Keinginan untuk tahu lebih banyak dan lebih banyak, membuat saya terus mencari, dari wihara yang satu ke wihara yang lain, dari guru yang satu ke guru yang lain.

Sampai suatu hari, saya bertemu dengan seorang sahabat lama, saya bertanya, “Ke mana saya harus mencari seorang guru yang dapat memberikan kemajuan spritual?” Dia pun menjawab, “Saat Murid Siap, Guru akan Datang“.

Saat itu saya hanya diam dalam keheningan. Saya mulai mempersiapkan diri dengan banyak membaca dan banyak berbuat kebaikan, rajin kebaktian dan mendengar sharing Dharma dengan harapan saya bisa lebih cepat bertemu dengan guru.
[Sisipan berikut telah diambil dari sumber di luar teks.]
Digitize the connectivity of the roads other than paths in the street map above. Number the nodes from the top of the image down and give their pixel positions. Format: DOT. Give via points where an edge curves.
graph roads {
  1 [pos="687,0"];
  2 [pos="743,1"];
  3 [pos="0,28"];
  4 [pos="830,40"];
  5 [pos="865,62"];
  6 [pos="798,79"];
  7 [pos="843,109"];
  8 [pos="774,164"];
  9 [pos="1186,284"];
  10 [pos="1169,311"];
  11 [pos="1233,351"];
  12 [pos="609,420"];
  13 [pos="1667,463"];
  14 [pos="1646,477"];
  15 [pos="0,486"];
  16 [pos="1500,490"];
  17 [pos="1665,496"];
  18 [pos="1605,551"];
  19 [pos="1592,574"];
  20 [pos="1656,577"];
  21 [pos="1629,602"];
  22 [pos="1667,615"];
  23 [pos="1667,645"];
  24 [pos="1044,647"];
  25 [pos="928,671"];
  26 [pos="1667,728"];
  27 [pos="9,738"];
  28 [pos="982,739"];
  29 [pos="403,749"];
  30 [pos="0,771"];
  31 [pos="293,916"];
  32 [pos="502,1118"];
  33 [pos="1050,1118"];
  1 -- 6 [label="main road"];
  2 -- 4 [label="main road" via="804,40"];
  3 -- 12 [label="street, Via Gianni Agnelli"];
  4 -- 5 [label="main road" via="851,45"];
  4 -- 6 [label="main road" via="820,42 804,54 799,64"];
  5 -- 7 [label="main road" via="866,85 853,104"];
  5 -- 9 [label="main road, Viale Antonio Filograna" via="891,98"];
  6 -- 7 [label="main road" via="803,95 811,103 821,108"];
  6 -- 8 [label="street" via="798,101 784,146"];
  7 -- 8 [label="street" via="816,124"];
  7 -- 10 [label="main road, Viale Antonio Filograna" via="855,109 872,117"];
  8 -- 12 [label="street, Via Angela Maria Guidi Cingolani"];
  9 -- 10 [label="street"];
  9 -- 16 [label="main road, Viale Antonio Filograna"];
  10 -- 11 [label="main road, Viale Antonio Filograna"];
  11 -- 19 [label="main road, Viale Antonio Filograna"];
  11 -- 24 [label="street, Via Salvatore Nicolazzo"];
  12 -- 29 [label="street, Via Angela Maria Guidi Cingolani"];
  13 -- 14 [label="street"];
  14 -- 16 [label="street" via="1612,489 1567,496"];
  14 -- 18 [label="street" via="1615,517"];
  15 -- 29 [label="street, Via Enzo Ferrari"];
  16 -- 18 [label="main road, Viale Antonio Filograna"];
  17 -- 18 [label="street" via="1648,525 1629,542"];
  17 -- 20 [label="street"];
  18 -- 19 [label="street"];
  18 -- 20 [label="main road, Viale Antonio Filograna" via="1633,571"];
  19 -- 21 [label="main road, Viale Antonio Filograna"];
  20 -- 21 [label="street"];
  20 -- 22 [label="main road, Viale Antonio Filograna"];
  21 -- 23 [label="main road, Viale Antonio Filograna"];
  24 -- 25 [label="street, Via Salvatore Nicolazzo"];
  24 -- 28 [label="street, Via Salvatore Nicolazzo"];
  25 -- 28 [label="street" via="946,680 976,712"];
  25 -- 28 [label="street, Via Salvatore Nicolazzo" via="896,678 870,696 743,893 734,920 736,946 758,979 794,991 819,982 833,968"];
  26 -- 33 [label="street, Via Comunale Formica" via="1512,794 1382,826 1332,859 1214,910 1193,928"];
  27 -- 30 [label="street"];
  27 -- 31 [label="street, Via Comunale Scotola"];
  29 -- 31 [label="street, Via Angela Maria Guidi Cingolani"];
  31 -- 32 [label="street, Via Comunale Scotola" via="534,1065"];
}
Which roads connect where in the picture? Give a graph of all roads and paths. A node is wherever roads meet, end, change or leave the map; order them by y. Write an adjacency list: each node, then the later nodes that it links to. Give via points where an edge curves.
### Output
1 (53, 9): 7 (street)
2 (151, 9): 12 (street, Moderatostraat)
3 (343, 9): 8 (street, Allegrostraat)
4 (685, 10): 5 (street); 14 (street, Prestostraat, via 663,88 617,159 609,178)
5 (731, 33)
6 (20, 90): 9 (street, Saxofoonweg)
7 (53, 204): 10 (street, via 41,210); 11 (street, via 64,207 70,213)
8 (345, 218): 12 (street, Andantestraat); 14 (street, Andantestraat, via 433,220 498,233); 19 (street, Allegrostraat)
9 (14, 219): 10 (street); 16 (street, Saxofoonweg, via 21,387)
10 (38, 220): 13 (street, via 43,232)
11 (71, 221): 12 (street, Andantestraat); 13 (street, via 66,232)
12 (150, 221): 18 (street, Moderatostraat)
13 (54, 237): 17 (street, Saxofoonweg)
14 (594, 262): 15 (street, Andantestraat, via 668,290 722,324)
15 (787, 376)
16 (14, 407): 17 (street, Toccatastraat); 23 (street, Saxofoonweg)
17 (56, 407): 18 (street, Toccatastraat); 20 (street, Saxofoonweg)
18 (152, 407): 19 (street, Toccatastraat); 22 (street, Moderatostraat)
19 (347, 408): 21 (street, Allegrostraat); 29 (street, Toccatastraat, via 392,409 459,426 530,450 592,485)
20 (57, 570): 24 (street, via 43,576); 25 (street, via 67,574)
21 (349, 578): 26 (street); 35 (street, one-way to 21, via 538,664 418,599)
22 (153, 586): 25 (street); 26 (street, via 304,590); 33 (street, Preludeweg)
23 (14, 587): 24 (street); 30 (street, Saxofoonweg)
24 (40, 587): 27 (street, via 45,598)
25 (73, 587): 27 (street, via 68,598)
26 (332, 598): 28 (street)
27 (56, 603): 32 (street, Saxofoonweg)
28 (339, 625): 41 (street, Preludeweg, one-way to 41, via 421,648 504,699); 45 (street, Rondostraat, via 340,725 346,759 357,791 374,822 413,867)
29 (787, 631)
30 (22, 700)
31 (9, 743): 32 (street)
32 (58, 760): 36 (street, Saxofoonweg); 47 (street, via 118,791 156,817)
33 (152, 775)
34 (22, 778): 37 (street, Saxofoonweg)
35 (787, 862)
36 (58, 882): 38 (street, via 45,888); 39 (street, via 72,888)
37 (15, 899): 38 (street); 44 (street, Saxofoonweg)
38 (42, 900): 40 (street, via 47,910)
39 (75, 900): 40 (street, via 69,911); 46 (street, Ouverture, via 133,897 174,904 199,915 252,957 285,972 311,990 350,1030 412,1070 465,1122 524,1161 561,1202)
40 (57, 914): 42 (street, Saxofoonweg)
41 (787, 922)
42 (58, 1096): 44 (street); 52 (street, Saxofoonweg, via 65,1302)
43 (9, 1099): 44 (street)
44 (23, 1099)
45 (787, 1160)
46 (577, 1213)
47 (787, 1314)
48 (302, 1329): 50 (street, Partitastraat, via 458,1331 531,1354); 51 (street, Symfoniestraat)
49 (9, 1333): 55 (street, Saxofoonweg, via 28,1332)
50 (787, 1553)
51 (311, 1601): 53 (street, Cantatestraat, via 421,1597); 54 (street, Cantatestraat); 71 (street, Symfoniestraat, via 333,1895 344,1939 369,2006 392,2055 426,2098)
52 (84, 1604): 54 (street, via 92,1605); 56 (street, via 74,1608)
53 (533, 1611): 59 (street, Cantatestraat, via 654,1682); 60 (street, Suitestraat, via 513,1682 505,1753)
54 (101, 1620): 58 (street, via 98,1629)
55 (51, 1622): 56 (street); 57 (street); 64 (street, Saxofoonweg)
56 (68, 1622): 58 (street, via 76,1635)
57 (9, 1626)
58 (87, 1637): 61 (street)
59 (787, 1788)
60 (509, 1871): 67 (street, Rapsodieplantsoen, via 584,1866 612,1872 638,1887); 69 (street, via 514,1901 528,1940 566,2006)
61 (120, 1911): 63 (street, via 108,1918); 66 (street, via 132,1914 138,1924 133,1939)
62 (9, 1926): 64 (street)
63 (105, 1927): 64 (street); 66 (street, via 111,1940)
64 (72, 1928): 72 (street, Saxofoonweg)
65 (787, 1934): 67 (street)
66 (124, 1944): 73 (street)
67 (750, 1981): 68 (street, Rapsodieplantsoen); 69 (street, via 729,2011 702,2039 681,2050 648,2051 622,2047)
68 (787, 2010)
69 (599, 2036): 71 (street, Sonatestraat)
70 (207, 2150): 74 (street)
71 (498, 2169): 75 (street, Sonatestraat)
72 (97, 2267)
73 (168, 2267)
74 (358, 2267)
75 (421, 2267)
Sampai pada suatu hari, saya merasa sangat kesal dan tidak dihargai, seseorang tidak mengangkat telepon dari saya dengan berbagai alasan (terlihat dari cctv memang sengaja tidak angkat).

Muncul di pikiran kebaikan-kebaikan yang pernah saya berikan. Semua perasaan muncul ke permukaan, kecewa karena tidak dihargai. Jantung berdebar kencang, badan bergetar karena rasa marah yang makin kuat.

Dalam kondisi tidak nyaman, saya berusaha untuk berdamai dengan diri sendiri. Saya duduk diam dan memperhatikan napas masuk dan napas keluar, mulai melihat, mengamati kondisi perasaan yang muncul dan tenggelam, beberapa saat kemudian, napas dan detak jantung saya kembali normal, seiring dengan itu, kesadaran kembali.

Hal yang pertama muncul dalam pikiran adalah kebaikan dan bantuan yang pernah saya lakukan, masih ada keakuan di sana, karena masih mengharapkan balasan kebaikan dan perhatian dari mereka. Kesadaran kedua muncul, bahwa selama ini, dia tidak meminta bantuan saya, saya sendiri (kepo) niat ingin mengembangkan boddhicitta dengan membantu orang lain, malah menimbulkan kemelekatan.

Akhirnya saya melepaskan kemelekatan tentang kebaikan yang pernah saya lakukan dan harapan untuk diperlakukan baik oleh dia, saat itulah saya melihat GURU.

Guru ada di mana-mana, Guru ada di sekitar saya, kadang karena kesombongan dan merasa paling benar, akhirnya kita tidak bertemu dengan guru yang ada di sekitar kita.

Setelah melewati kondisi tidak nyaman, saya melihat hal terjadi itu bukanlah sebagai masalah, tapi sebagai Guru yang membuka pikiran, dan saat melakukan kebaikan jangan pernah berharap balasan.

Apa yang dilakukan saat ini, jangan berharap esok akan mendapatkan kebaikan dan apa yang telah terjadi jangan menyesali masa lalu. Apa yang kita lakukan saat ini, ya.. cukup sampai saat ini saja, jangan dibawa ke masa lalu dan jangan dibawa ke masa depan, LEPASKANLAH!.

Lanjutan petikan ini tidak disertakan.